You know, there is nothing quite so healing as getting down and dirty. I'm not talking about sex either, although a good down and dirty love-making session actually is very healing, if its with the right person at the right time.
No, I'm talking about housecleaning, cleaning out closets, and gardening. Snatch those weeds up by the roots! Clean out those dark closets! Haul off those dead limbs! What a metaphor for life and oh my goodness, the therapeutic effects are amazing.
I've been on a cleaning and gardening blitz for the past couple of months. After a three year binge in grunge, clutter, and mayhem my house is amazingly organized, my yard beautiful and blooming. How did I do it? Well, I tackled a room a week, which means I've been at it for about eight weeks now. But Oh So Worth It. I'm looking around now and thinking "why did it take me so long!"

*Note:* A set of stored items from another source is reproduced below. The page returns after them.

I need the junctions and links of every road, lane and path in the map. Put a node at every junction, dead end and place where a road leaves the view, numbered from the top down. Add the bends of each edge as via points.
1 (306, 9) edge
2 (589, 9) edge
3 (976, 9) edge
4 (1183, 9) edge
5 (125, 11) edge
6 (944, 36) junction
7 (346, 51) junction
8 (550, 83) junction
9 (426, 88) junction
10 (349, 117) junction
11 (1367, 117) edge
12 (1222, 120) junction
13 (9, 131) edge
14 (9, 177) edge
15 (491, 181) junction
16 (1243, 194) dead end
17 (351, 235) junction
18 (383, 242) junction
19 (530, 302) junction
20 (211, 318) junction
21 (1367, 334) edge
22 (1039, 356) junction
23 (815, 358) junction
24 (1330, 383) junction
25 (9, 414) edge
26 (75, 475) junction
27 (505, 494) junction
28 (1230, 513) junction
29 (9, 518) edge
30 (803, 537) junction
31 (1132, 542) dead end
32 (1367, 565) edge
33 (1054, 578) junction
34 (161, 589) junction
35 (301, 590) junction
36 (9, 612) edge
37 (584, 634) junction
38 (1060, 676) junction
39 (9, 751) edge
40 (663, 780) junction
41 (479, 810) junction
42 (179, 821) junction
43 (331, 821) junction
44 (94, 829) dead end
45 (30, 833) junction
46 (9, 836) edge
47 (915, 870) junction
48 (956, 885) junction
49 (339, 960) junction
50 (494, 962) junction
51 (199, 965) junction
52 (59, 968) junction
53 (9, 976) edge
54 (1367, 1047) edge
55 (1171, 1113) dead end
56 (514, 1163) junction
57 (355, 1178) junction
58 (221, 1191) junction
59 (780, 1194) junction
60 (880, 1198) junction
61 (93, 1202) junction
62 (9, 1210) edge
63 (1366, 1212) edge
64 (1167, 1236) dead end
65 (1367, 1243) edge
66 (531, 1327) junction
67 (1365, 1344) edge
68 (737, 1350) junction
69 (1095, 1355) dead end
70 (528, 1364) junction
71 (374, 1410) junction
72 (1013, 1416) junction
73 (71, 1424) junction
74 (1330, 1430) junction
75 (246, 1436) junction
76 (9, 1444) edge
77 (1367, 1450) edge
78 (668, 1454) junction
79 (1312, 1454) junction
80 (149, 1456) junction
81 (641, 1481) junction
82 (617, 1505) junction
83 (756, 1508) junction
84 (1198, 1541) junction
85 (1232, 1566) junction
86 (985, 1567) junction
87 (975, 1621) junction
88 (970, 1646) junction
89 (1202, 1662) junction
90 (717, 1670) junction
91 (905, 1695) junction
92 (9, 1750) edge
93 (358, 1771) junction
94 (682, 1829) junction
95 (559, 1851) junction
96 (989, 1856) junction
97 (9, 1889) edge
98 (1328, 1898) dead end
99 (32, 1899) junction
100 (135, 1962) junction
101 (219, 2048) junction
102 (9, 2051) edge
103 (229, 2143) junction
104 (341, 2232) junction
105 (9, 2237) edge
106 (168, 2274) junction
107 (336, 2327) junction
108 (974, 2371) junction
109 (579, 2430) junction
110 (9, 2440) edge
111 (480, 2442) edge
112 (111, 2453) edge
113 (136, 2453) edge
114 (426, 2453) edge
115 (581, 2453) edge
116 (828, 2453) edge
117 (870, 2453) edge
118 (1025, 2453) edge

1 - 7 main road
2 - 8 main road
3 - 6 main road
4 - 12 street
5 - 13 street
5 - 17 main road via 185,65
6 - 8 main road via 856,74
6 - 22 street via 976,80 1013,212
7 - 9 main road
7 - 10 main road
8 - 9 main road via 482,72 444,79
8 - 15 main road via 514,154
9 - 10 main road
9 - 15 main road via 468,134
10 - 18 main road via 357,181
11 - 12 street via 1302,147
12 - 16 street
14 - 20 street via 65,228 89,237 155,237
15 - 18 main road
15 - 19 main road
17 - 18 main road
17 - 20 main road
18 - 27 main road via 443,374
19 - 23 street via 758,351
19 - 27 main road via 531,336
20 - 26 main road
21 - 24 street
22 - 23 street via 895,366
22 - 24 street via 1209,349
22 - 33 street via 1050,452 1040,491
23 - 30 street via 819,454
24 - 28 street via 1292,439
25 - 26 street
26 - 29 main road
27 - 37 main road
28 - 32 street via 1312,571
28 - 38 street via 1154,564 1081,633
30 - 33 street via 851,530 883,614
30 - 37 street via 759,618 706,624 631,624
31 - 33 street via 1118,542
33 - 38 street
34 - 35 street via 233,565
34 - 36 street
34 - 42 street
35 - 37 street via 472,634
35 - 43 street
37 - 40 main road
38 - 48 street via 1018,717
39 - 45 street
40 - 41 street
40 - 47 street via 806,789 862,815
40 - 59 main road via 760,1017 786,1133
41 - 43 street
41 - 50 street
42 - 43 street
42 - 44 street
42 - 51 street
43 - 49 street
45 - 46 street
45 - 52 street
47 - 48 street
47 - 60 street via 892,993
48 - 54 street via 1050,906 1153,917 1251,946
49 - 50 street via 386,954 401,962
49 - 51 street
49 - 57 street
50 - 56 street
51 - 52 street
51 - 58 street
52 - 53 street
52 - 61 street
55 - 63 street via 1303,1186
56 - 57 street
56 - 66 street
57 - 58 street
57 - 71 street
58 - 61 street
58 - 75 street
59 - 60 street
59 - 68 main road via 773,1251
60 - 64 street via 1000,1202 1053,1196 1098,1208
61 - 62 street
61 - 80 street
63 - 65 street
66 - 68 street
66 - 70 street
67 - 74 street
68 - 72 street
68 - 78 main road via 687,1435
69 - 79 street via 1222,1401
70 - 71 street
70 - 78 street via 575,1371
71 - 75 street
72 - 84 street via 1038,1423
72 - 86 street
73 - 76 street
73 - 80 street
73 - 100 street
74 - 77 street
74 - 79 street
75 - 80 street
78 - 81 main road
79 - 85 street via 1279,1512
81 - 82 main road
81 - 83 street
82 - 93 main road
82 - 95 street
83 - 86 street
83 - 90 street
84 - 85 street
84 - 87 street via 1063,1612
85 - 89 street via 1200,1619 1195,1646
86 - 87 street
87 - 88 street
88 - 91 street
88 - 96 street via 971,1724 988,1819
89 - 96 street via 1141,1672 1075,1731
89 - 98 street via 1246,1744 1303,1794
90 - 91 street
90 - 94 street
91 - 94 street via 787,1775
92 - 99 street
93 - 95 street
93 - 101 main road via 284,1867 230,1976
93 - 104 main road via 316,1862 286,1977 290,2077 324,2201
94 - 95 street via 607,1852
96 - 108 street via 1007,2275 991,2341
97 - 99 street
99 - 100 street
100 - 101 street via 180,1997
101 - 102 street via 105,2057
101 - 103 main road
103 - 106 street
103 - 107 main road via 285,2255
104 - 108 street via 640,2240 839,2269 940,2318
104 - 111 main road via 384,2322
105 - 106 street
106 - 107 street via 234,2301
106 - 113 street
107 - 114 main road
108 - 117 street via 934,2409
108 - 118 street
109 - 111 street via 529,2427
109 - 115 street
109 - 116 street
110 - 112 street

Well, first off my Dad died. Tough nursing him through lung cancer, on top of which our mother was inconsolable (they'd been married 63 years) and required tons of attention. Of course, there was my private practice. Then we sold a second home (which required a lot of work to put on the market) and then bought another (which took time to decorate and make liveable) and for a couple of years, that took all of my extra time, especially since on weekends I'd leave the mess here and go there where I didn't have to think any of it at all, especially the part about people I love dying or disappearing out of my life forever...
Then I decided to write a novel, largely because I needed a place to put all of that emotion. But of course, that was a huge commitment of time. For two years all of my spare time was spent in front of the computer. Oh, and I picked up a paint brush and decided to learn how to oil paint, because I was afraid of getting old and dying myself, without ever having tried. I hope you checked them out.
But this old house, I hate to admit, went to hell in the process.
Now I no longer have any of those excuses. Right now everyone is doing well. I've got two beautiful grandchildren. Our son and his wife are renting the second home, the book is with an agent, and my mother, bless her sweet dear soul, has gotten over the worst of her grief, unfortunately settling into a gradual decline into dementia with a caregiver. I visit her about once every couple of weeks. I paint about one day a week, which is my special treat to myself. Instead of trying to turn it into a business I use it as my therapy.
For the first time in three years I'm not running hither and fro, or typing my little head off.
It feels great. Wonderful. I can find things now. I plan on kayaking soon.